Commissioner for Consumer Affairs
- In office 1978–1979
- President: Ignatius Kutu Acheampong
- Preceded by: New
- Succeeded by: Anyetei Kwakwranya
- In office 26 June 1979 – September 1979
- President: John Rawlings
- Preceded by: Anyetei Kwakwranya

Commissioner for Sports and Local Government
- In office January 1979 – 26 June 1979
- President: Fred Akuffo

Member of Parliament for Manso
- In office June 1965 – February 1966
- President: Dr. Kwame Nkrumah
- Preceded by: New
- Succeeded by: Constituency abolished

Personal details
- Born: Kofi Badu Gold Coast
- Citizenship: Ghanaian

= Kofi Badu =

Ghanaian politician

Kofi Badu was a Ghanaian politician and journalist. He served as a member of parliament during Ghana's first republic and a minister of state during the Supreme Military Council (SMC) era and the Armed Forces Revolutionary Council (AFRC) era. As a journalist, he was editor for various newspapers.

Badu was editor of various newspapers, including the Cape Coast Daily Mail and the Daily Gazette. He assisted T. D. Baffoe as a publicist for the Trades Union Congress and later became editor of the Ghanaian Times, with T. D. Baffoe as the chief editor. In June 1965, Badu became the member of parliament for the Manso constituency as a member of the Convention People's Party. He remained in parliament until the overthrow of the Nkrumah government in 1966. After the overthrow, Badu became the editor of the Evening Standard, a newspaper that was owned by Komla Agbeli Gbedemah.

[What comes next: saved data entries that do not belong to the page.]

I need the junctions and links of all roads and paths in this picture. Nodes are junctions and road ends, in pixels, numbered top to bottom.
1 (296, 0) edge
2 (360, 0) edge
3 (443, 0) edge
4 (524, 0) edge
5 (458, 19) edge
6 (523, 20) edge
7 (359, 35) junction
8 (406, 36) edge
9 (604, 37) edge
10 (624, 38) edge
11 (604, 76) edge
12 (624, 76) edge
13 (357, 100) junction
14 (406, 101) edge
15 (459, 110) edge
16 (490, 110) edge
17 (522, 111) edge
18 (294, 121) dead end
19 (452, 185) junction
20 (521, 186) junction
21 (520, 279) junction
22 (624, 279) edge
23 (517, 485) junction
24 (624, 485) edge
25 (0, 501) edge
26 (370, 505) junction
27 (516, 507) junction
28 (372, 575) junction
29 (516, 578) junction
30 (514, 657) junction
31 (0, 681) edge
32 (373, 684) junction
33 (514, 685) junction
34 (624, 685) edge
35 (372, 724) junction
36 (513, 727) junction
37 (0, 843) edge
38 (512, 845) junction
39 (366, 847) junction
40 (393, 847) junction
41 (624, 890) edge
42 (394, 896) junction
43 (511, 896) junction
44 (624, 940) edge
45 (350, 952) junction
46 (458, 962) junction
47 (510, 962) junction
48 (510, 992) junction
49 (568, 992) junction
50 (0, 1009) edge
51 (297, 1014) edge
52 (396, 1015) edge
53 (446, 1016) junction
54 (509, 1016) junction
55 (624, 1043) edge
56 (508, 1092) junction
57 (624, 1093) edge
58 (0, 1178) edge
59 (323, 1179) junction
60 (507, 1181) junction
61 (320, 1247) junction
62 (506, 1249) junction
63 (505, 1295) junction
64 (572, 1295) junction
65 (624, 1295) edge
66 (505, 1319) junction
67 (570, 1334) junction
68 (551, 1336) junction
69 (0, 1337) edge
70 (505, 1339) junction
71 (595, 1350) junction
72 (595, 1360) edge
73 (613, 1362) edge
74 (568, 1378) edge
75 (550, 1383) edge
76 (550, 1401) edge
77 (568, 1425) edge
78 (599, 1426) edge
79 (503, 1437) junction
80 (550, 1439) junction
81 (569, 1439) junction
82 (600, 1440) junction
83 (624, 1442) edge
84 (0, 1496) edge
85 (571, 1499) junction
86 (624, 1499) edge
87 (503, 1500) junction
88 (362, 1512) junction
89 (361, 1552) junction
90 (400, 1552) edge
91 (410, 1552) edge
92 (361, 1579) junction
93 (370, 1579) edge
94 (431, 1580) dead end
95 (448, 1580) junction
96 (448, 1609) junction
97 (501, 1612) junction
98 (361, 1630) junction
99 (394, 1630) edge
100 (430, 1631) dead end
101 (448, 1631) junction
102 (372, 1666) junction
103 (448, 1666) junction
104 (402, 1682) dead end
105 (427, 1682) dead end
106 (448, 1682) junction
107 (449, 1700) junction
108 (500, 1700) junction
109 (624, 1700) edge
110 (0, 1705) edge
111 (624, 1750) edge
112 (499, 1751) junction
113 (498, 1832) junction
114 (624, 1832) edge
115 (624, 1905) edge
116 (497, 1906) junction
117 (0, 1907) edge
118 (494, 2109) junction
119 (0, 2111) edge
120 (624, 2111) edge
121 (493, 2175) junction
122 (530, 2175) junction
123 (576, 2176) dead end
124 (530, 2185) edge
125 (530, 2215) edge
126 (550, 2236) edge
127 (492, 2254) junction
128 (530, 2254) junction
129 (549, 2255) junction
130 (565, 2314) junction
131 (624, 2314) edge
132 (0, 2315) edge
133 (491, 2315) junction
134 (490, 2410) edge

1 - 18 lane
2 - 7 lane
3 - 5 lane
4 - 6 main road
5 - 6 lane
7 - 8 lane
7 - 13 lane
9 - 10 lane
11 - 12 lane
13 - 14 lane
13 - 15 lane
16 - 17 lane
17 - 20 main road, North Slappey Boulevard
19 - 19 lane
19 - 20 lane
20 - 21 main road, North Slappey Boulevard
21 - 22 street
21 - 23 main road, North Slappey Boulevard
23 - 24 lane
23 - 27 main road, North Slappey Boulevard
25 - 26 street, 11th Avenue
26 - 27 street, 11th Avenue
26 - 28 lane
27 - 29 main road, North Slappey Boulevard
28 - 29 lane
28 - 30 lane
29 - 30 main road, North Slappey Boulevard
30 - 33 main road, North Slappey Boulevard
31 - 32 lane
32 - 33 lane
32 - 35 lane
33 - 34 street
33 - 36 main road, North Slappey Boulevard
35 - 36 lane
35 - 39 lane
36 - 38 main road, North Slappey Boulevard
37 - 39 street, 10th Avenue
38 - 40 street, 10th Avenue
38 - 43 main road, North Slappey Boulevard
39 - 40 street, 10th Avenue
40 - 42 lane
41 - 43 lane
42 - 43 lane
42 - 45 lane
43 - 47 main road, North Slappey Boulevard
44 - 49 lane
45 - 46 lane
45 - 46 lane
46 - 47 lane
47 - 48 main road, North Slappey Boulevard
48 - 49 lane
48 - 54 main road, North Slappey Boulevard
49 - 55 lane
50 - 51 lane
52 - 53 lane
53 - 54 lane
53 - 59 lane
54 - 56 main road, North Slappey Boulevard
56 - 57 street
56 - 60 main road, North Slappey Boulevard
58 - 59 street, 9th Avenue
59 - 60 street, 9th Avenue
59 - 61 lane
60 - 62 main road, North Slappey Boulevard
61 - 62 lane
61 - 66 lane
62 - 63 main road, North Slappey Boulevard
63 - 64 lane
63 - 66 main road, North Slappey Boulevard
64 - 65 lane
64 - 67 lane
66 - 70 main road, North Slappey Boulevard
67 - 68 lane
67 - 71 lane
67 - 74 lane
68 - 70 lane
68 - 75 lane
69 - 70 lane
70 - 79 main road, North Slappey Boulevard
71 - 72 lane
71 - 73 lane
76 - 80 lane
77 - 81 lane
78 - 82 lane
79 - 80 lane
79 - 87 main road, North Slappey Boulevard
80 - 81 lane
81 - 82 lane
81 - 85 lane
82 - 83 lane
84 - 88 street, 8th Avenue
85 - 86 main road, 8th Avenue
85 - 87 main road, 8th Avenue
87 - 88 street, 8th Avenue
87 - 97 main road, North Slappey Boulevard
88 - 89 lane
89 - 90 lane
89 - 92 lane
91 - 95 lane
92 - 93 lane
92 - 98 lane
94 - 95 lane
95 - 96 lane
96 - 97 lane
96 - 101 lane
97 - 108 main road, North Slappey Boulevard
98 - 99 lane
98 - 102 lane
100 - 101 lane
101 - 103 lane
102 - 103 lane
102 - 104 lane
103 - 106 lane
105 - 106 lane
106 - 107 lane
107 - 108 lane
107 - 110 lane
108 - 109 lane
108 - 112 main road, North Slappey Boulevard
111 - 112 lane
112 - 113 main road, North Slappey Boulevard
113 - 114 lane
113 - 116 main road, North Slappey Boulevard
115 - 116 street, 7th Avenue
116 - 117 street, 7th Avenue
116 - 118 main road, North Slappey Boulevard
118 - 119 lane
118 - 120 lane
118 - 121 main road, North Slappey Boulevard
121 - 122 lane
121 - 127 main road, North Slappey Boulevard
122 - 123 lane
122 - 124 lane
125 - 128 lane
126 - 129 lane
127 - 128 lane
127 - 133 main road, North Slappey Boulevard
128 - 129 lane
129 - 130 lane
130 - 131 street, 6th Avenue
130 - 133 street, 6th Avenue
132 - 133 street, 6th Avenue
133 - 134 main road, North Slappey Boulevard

In the 1969 parliamentary election, Badu contested for the Adansi constituency seat on the ticket of the National Alliance of Liberals but lost to Stephen Nuamah of the Progress Party, who polled 7,812 votes against Badu's 2,292 votes. During the second republic, Badu was the editor and owner of the Spokesman newspaper.

After the overthrow of the Busia government, he was appointed the National Redemption Council (NRC) spokesman for the press. In early 1978 he was appointed Commissioner for Consumer Affairs by the then ruling government, the Supreme Military Council (which was the NRC from 1972 until 1975). In 1979 he became the Commissioner of Sports and Local Government. He remained in this post until June 1979 when the SMC was overthrown.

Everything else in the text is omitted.